Estaban cansados y listos para acostarse, pero también demasiado emocionados para caer rendidos. Primero, no acababan de decidir qué cuento querían escuchar; luego Tanner quería uno de sus dinosaurios, lo que significaba que Tucker también tenía que decidir qué muñeco quería. Al final, escogió a Batman y lo metió debajo de la colcha con él.
Tanner dejó el dinosaurio y, muy serio, dijo:
– Cuando sea mayor, me apuntaré al ejército -le anunció a su madre.
Tucker asintió, demasiado entretenido en un bostezo para decir algo.
La semana pasada querían ser bomberos, así que lo único que sorprendió a Cate fue la velocidad a la que cambiaban de opinión.
– ¿Sabéis dónde guardan los reyes el oro? -les preguntó, muy seria y con los ojos abiertos.
Los gemelos menearon la cabeza, con los ojos también muy abiertos.
– En la jaula del loro, claro.
Los niños la miraron unos segundos sin decir nada, y luego se echaron a reír cuando entendieron la broma. A veces, Cate les explicaba cosas de esas, y les frustraba mucho no entenderlas a la primera pero, cuando al final las entendían, se echaban a reír. Detrás de ella, Sheila gruñó levemente, seguramente porque recordaba que, a la edad de los gemelos, lo que más les gusta es repetir las cosas y ahora sabía que oiría esa broma unas cien veces en los próximos quince días.
Cate les leyó el cuento, con lo que se durmieron en cinco minutos. Les dio un beso de buenas noches y salió de la habitación de puntillas.
Sheila vio las lágrimas en sus ojos y la abrazó.
– Todo irá bien, te lo prometo. Espera al primer día colegio; allí sí que llorarás.
Cate se rió a través de las lágrimas.
– Gracias, mamá. Ahora me quedo mucho más tranquila.
– Ya, pero es que si te dijera que no te afectaría, cuando llegara el día sabrías que te había mentido y no volverías a confiar en mí. Aunque claro -añadió algo pensativa añadió-, el día que dejé a Patrick en el colegio no solté ni una lágrima.

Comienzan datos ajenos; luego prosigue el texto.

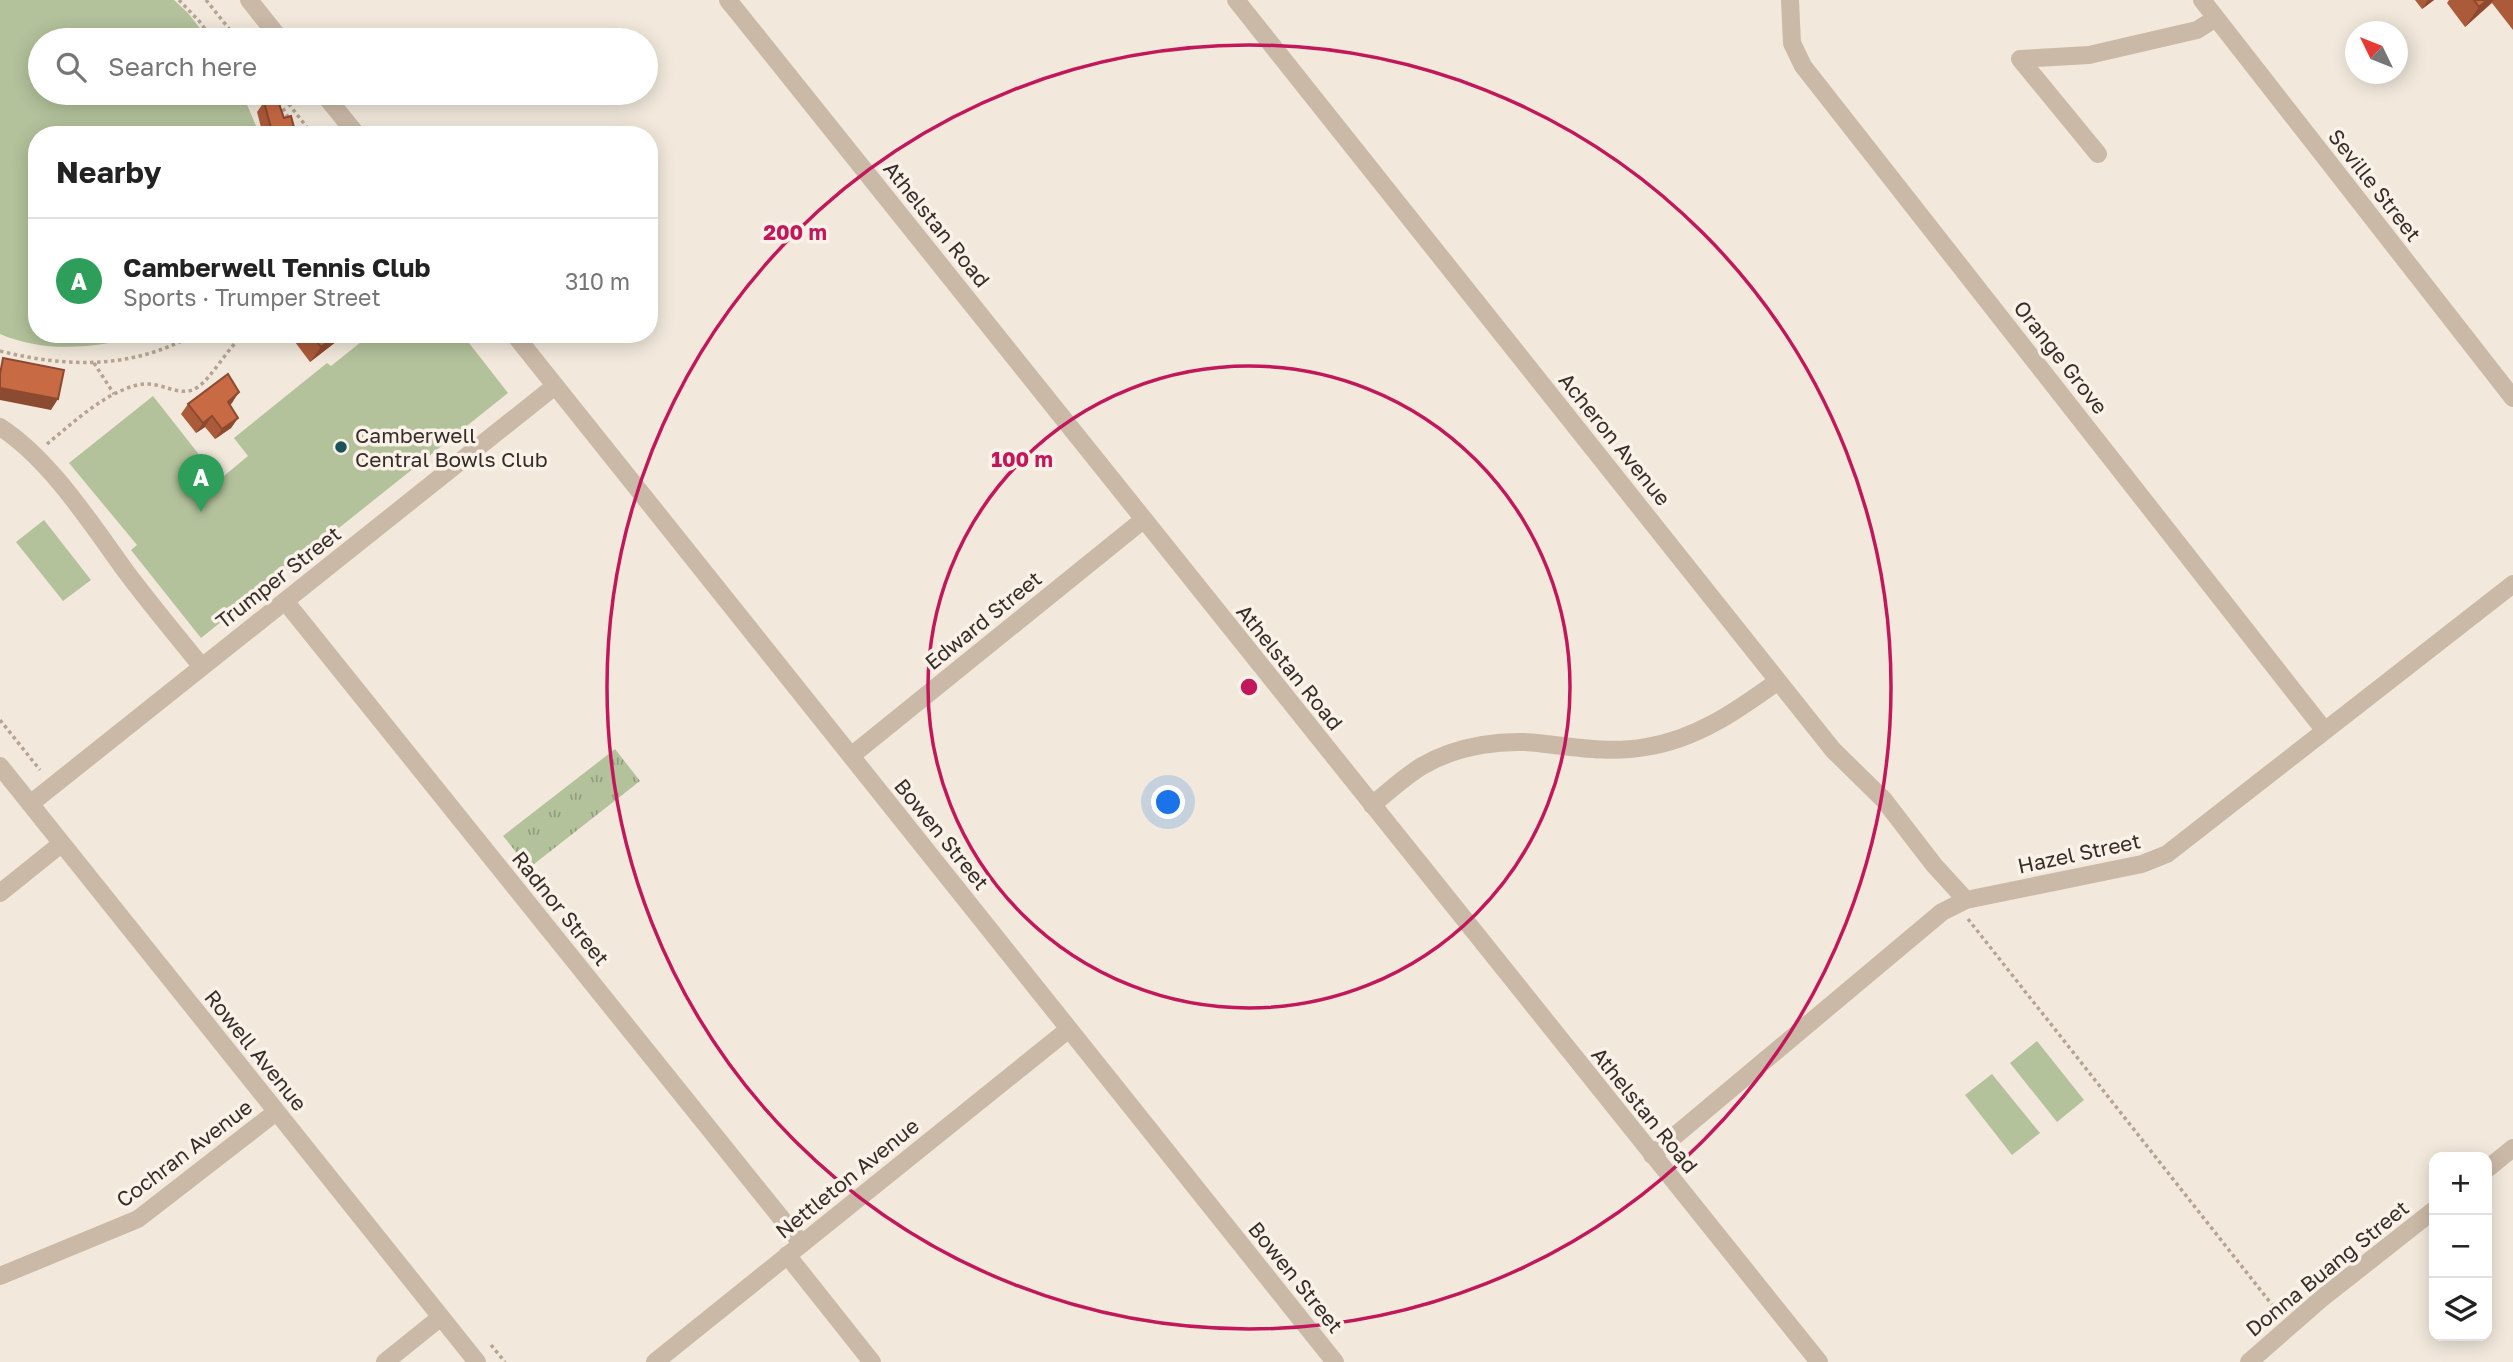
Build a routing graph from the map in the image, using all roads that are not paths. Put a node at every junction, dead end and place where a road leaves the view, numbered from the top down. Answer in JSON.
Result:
{"nodes":[{"id":1,"x":249,"y":0,"type":"edge"},
{"id":2,"x":728,"y":0,"type":"edge"},
{"id":3,"x":1236,"y":0,"type":"edge"},
{"id":4,"x":1790,"y":0,"type":"edge"},
{"id":5,"x":2202,"y":0,"type":"edge"},
{"id":6,"x":2216,"y":18,"type":"junction"},
{"id":7,"x":271,"y":28,"type":"edge"},
{"id":8,"x":333,"y":105,"type":"edge"},
{"id":9,"x":350,"y":126,"type":"edge"},
{"id":10,"x":2098,"y":154,"type":"dead end"},
{"id":11,"x":521,"y":343,"type":"edge"},
{"id":12,"x":555,"y":386,"type":"junction"},
{"id":13,"x":2513,"y":398,"type":"edge"},
{"id":14,"x":0,"y":427,"type":"edge"},
{"id":15,"x":1143,"y":520,"type":"junction"},
{"id":16,"x":2513,"y":584,"type":"edge"},
{"id":17,"x":285,"y":601,"type":"junction"},
{"id":18,"x":202,"y":667,"type":"junction"},
{"id":19,"x":1778,"y":681,"type":"junction"},
{"id":20,"x":2325,"y":731,"type":"junction"},
{"id":21,"x":851,"y":756,"type":"junction"},
{"id":22,"x":0,"y":766,"type":"edge"},
{"id":23,"x":30,"y":804,"type":"junction"},
{"id":24,"x":1372,"y":805,"type":"junction"},
{"id":25,"x":61,"y":844,"type":"junction"},
{"id":26,"x":0,"y":893,"type":"edge"},
{"id":27,"x":1960,"y":902,"type":"junction"},
{"id":28,"x":1069,"y":1029,"type":"junction"},
{"id":29,"x":276,"y":1112,"type":"junction"},
{"id":30,"x":2513,"y":1148,"type":"edge"},
{"id":31,"x":1652,"y":1155,"type":"junction"},
{"id":32,"x":2492,"y":1165,"type":"edge"},
{"id":33,"x":2429,"y":1214,"type":"edge"},
{"id":34,"x":802,"y":1244,"type":"junction"},
{"id":35,"x":787,"y":1255,"type":"junction"},
{"id":36,"x":0,"y":1276,"type":"edge"},
{"id":37,"x":441,"y":1317,"type":"junction"},
{"id":38,"x":385,"y":1362,"type":"edge"},
{"id":39,"x":477,"y":1362,"type":"edge"},
{"id":40,"x":655,"y":1362,"type":"edge"},
{"id":41,"x":872,"y":1362,"type":"edge"},
{"id":42,"x":1335,"y":1362,"type":"edge"},
{"id":43,"x":1819,"y":1362,"type":"edge"},
{"id":44,"x":2249,"y":1362,"type":"edge"}],
"edges":[{"from":1,"to":7,"type":"street"},
{"from":2,"to":15,"type":"street","name":"Athelstan Road"},
{"from":3,"to":19,"type":"street","name":"Acheron Avenue"},
{"from":4,"to":20,"type":"street","name":"Orange Grove"},
{"from":5,"to":6,"type":"street","name":"Seville Street"},
{"from":6,"to":10,"type":"street"},
{"from":6,"to":13,"type":"street","name":"Seville Street"},
{"from":8,"to":9,"type":"street"},
{"from":11,"to":12,"type":"street","name":"Bowen Street"},
{"from":12,"to":17,"type":"street","name":"Trumper Street"},
{"from":12,"to":21,"type":"street","name":"Bowen Street"},
{"from":14,"to":18,"type":"street"},
{"from":15,"to":21,"type":"street","name":"Edward Street"},
{"from":15,"to":24,"type":"street","name":"Athelstan Road"},
{"from":16,"to":20,"type":"street","name":"Hazel Street"},
{"from":17,"to":18,"type":"street","name":"Trumper Street"},
{"from":17,"to":34,"type":"street","name":"Radnor Street"},
{"from":18,"to":23,"type":"street","name":"Trumper Street"},
{"from":19,"to":24,"type":"street"},
{"from":19,"to":27,"type":"street","name":"Acheron Avenue"},
{"from":20,"to":27,"type":"street","name":"Hazel Street"},
{"from":21,"to":28,"type":"street","name":"Bowen Street"},
{"from":22,"to":23,"type":"street","name":"Rowell Avenue"},
{"from":23,"to":25,"type":"street","name":"Rowell Avenue"},
{"from":24,"to":31,"type":"street","name":"Athelstan Road"},
{"from":25,"to":26,"type":"street"},
{"from":25,"to":29,"type":"street","name":"Rowell Avenue"},
{"from":27,"to":31,"type":"street","name":"Hazel Street"},
{"from":28,"to":34,"type":"street","name":"Nettleton Avenue"},
{"from":28,"to":42,"type":"street","name":"Bowen Street"},
{"from":29,"to":36,"type":"street","name":"Cochran Avenue"},
{"from":29,"to":37,"type":"street","name":"Rowell Avenue"},
{"from":30,"to":32,"type":"street"},
{"from":31,"to":43,"type":"street","name":"Athelstan Road"},
{"from":33,"to":44,"type":"street","name":"Donna Buang Street"},
{"from":34,"to":35,"type":"street","name":"Nettleton Avenue"},
{"from":35,"to":40,"type":"street","name":"Nettleton Avenue"},
{"from":35,"to":41,"type":"street"},
{"from":37,"to":38,"type":"street"},
{"from":37,"to":39,"type":"street","name":"Rowell Avenue"}]}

Si no recuerdo mal, empecé a dar volteretas por el jardín.
Sheila siguió explicando anécdotas sobre Patrick y haciendo reír a Cate hasta que se acostaron. Sin embargo, en cuanto Cate dio las buenas noches a su madre y cerró la puerta de su habitación, se le humedecieron los ojos y le tembló la barbilla. Los niños nunca habían pasado una noche fuera de casa. Aquella idea le partía el corazón. Estarían tan lejos; si les pasaba algo, tardaría horas en llegar a su lado. No los oiría jugar durante el día, sus gritos, exclamaciones y risas, el ruido de sus pies mientras corrían de un sitio a otro. No podría abrazarlos con fuerza, sentir sus pequeños cuerpos cerca del suyo y saber que estaban bien.